● **Aim of the task**
Every record below, from first to last: print it exactly as shown.
--- Dataset records Enclosed Below ---
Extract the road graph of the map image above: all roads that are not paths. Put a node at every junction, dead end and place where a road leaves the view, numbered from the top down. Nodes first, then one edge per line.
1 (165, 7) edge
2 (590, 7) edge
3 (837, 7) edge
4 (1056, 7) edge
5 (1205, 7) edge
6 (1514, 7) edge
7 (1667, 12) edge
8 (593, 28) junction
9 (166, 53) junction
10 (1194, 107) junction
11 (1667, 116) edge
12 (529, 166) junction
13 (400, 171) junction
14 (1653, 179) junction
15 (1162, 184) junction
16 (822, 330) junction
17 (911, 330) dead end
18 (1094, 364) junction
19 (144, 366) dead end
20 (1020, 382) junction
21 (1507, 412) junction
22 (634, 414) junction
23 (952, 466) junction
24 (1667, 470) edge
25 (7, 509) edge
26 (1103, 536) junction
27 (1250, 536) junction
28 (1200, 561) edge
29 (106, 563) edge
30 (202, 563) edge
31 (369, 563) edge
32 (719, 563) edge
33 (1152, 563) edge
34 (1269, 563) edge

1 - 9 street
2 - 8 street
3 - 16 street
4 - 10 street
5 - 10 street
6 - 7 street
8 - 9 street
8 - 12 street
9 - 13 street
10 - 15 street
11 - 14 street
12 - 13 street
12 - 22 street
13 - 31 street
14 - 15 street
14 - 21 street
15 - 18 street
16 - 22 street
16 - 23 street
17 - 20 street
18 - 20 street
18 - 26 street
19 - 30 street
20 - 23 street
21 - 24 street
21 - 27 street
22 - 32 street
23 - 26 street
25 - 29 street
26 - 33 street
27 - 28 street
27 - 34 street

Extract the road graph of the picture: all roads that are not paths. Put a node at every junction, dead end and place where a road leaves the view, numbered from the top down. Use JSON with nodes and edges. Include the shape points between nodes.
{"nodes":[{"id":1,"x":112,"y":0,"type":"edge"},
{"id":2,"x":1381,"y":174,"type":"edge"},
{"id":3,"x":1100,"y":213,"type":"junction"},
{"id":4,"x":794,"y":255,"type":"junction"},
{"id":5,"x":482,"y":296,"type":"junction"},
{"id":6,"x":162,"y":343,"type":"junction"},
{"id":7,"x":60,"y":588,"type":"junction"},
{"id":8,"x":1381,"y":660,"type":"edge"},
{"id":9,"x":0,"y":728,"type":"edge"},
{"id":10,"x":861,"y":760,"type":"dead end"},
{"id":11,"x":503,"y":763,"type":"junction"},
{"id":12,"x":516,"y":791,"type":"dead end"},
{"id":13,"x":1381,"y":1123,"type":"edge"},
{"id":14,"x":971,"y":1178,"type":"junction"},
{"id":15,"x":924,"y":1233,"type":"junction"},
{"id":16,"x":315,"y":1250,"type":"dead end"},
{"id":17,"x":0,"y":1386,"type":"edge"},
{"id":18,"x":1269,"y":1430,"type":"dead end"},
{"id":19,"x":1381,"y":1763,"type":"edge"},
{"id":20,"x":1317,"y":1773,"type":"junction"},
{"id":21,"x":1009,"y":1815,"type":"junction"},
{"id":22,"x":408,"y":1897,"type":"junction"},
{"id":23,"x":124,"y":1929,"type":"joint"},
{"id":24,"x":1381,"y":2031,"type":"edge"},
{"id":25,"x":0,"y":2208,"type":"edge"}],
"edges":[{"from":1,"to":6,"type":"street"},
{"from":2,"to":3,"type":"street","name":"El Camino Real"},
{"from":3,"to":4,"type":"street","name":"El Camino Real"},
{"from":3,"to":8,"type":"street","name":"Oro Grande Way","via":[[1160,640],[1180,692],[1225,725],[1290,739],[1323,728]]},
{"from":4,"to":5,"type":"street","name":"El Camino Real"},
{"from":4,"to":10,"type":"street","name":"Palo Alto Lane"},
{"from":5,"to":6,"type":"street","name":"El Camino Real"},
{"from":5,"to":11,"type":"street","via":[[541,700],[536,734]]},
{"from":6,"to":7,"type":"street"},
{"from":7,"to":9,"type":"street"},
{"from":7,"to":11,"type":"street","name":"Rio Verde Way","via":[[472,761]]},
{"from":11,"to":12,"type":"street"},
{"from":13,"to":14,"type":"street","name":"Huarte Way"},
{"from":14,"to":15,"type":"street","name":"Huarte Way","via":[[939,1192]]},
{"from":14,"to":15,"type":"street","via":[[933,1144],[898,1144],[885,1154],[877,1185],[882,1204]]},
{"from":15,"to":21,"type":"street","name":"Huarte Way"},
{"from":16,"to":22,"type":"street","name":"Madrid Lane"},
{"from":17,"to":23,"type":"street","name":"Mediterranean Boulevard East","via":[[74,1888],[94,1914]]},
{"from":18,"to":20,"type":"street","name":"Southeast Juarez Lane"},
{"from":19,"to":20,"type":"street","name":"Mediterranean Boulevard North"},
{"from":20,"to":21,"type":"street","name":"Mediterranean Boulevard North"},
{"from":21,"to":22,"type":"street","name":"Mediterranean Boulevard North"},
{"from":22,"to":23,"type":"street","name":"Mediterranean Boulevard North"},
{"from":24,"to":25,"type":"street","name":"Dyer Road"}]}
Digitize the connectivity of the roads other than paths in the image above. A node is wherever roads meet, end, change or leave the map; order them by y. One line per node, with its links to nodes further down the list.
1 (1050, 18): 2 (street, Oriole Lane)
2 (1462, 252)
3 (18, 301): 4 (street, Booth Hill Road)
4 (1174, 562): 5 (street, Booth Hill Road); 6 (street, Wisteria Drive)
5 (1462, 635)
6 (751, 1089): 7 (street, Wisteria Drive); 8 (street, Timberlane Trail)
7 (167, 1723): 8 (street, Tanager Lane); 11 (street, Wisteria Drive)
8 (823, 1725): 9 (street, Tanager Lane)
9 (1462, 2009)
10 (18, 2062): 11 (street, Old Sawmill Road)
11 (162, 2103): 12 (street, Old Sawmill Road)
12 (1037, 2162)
--- End of Enclosed Dataset records ---
● **Solved exercise**
Extract the road graph of the map image above: all roads that are not paths. Put a node at every junction, dead end and place where a road leaves the view, numbered from the top down. Nodes first, then one edge per line.
1 (165, 7) edge
2 (590, 7) edge
3 (837, 7) edge
4 (1056, 7) edge
5 (1205, 7) edge
6 (1514, 7) edge
7 (1667, 12) edge
8 (593, 28) junction
9 (166, 53) junction
10 (1194, 107) junction
11 (1667, 116) edge
12 (529, 166) junction
13 (400, 171) junction
14 (1653, 179) junction
15 (1162, 184) junction
16 (822, 330) junction
17 (911, 330) dead end
18 (1094, 364) junction
19 (144, 366) dead end
20 (1020, 382) junction
21 (1507, 412) junction
22 (634, 414) junction
23 (952, 466) junction
24 (1667, 470) edge
25 (7, 509) edge
26 (1103, 536) junction
27 (1250, 536) junction
28 (1200, 561) edge
29 (106, 563) edge
30 (202, 563) edge
31 (369, 563) edge
32 (719, 563) edge
33 (1152, 563) edge
34 (1269, 563) edge

1 - 9 street
2 - 8 street
3 - 16 street
4 - 10 street
5 - 10 street
6 - 7 street
8 - 9 street
8 - 12 street
9 - 13 street
10 - 15 street
11 - 14 street
12 - 13 street
12 - 22 street
13 - 31 street
14 - 15 street
14 - 21 street
15 - 18 street
16 - 22 street
16 - 23 street
17 - 20 street
18 - 20 street
18 - 26 street
19 - 30 street
20 - 23 street
21 - 24 street
21 - 27 street
22 - 32 street
23 - 26 street
25 - 29 street
26 - 33 street
27 - 28 street
27 - 34 street

Extract the road graph of the picture: all roads that are not paths. Put a node at every junction, dead end and place where a road leaves the view, numbered from the top down. Use JSON with nodes and edges. Include the shape points between nodes.
{"nodes":[{"id":1,"x":112,"y":0,"type":"edge"},
{"id":2,"x":1381,"y":174,"type":"edge"},
{"id":3,"x":1100,"y":213,"type":"junction"},
{"id":4,"x":794,"y":255,"type":"junction"},
{"id":5,"x":482,"y":296,"type":"junction"},
{"id":6,"x":162,"y":343,"type":"junction"},
{"id":7,"x":60,"y":588,"type":"junction"},
{"id":8,"x":1381,"y":660,"type":"edge"},
{"id":9,"x":0,"y":728,"type":"edge"},
{"id":10,"x":861,"y":760,"type":"dead end"},
{"id":11,"x":503,"y":763,"type":"junction"},
{"id":12,"x":516,"y":791,"type":"dead end"},
{"id":13,"x":1381,"y":1123,"type":"edge"},
{"id":14,"x":971,"y":1178,"type":"junction"},
{"id":15,"x":924,"y":1233,"type":"junction"},
{"id":16,"x":315,"y":1250,"type":"dead end"},
{"id":17,"x":0,"y":1386,"type":"edge"},
{"id":18,"x":1269,"y":1430,"type":"dead end"},
{"id":19,"x":1381,"y":1763,"type":"edge"},
{"id":20,"x":1317,"y":1773,"type":"junction"},
{"id":21,"x":1009,"y":1815,"type":"junction"},
{"id":22,"x":408,"y":1897,"type":"junction"},
{"id":23,"x":124,"y":1929,"type":"joint"},
{"id":24,"x":1381,"y":2031,"type":"edge"},
{"id":25,"x":0,"y":2208,"type":"edge"}],
"edges":[{"from":1,"to":6,"type":"street"},
{"from":2,"to":3,"type":"street","name":"El Camino Real"},
{"from":3,"to":4,"type":"street","name":"El Camino Real"},
{"from":3,"to":8,"type":"street","name":"Oro Grande Way","via":[[1160,640],[1180,692],[1225,725],[1290,739],[1323,728]]},
{"from":4,"to":5,"type":"street","name":"El Camino Real"},
{"from":4,"to":10,"type":"street","name":"Palo Alto Lane"},
{"from":5,"to":6,"type":"street","name":"El Camino Real"},
{"from":5,"to":11,"type":"street","via":[[541,700],[536,734]]},
{"from":6,"to":7,"type":"street"},
{"from":7,"to":9,"type":"street"},
{"from":7,"to":11,"type":"street","name":"Rio Verde Way","via":[[472,761]]},
{"from":11,"to":12,"type":"street"},
{"from":13,"to":14,"type":"street","name":"Huarte Way"},
{"from":14,"to":15,"type":"street","name":"Huarte Way","via":[[939,1192]]},
{"from":14,"to":15,"type":"street","via":[[933,1144],[898,1144],[885,1154],[877,1185],[882,1204]]},
{"from":15,"to":21,"type":"street","name":"Huarte Way"},
{"from":16,"to":22,"type":"street","name":"Madrid Lane"},
{"from":17,"to":23,"type":"street","name":"Mediterranean Boulevard East","via":[[74,1888],[94,1914]]},
{"from":18,"to":20,"type":"street","name":"Southeast Juarez Lane"},
{"from":19,"to":20,"type":"street","name":"Mediterranean Boulevard North"},
{"from":20,"to":21,"type":"street","name":"Mediterranean Boulevard North"},
{"from":21,"to":22,"type":"street","name":"Mediterranean Boulevard North"},
{"from":22,"to":23,"type":"street","name":"Mediterranean Boulevard North"},
{"from":24,"to":25,"type":"street","name":"Dyer Road"}]}
Digitize the connectivity of the roads other than paths in the image above. A node is wherever roads meet, end, change or leave the map; order them by y. One line per node, with its links to nodes further down the list.
1 (1050, 18): 2 (street, Oriole Lane)
2 (1462, 252)
3 (18, 301): 4 (street, Booth Hill Road)
4 (1174, 562): 5 (street, Booth Hill Road); 6 (street, Wisteria Drive)
5 (1462, 635)
6 (751, 1089): 7 (street, Wisteria Drive); 8 (street, Timberlane Trail)
7 (167, 1723): 8 (street, Tanager Lane); 11 (street, Wisteria Drive)
8 (823, 1725): 9 (street, Tanager Lane)
9 (1462, 2009)
10 (18, 2062): 11 (street, Old Sawmill Road)
11 (162, 2103): 12 (street, Old Sawmill Road)
12 (1037, 2162)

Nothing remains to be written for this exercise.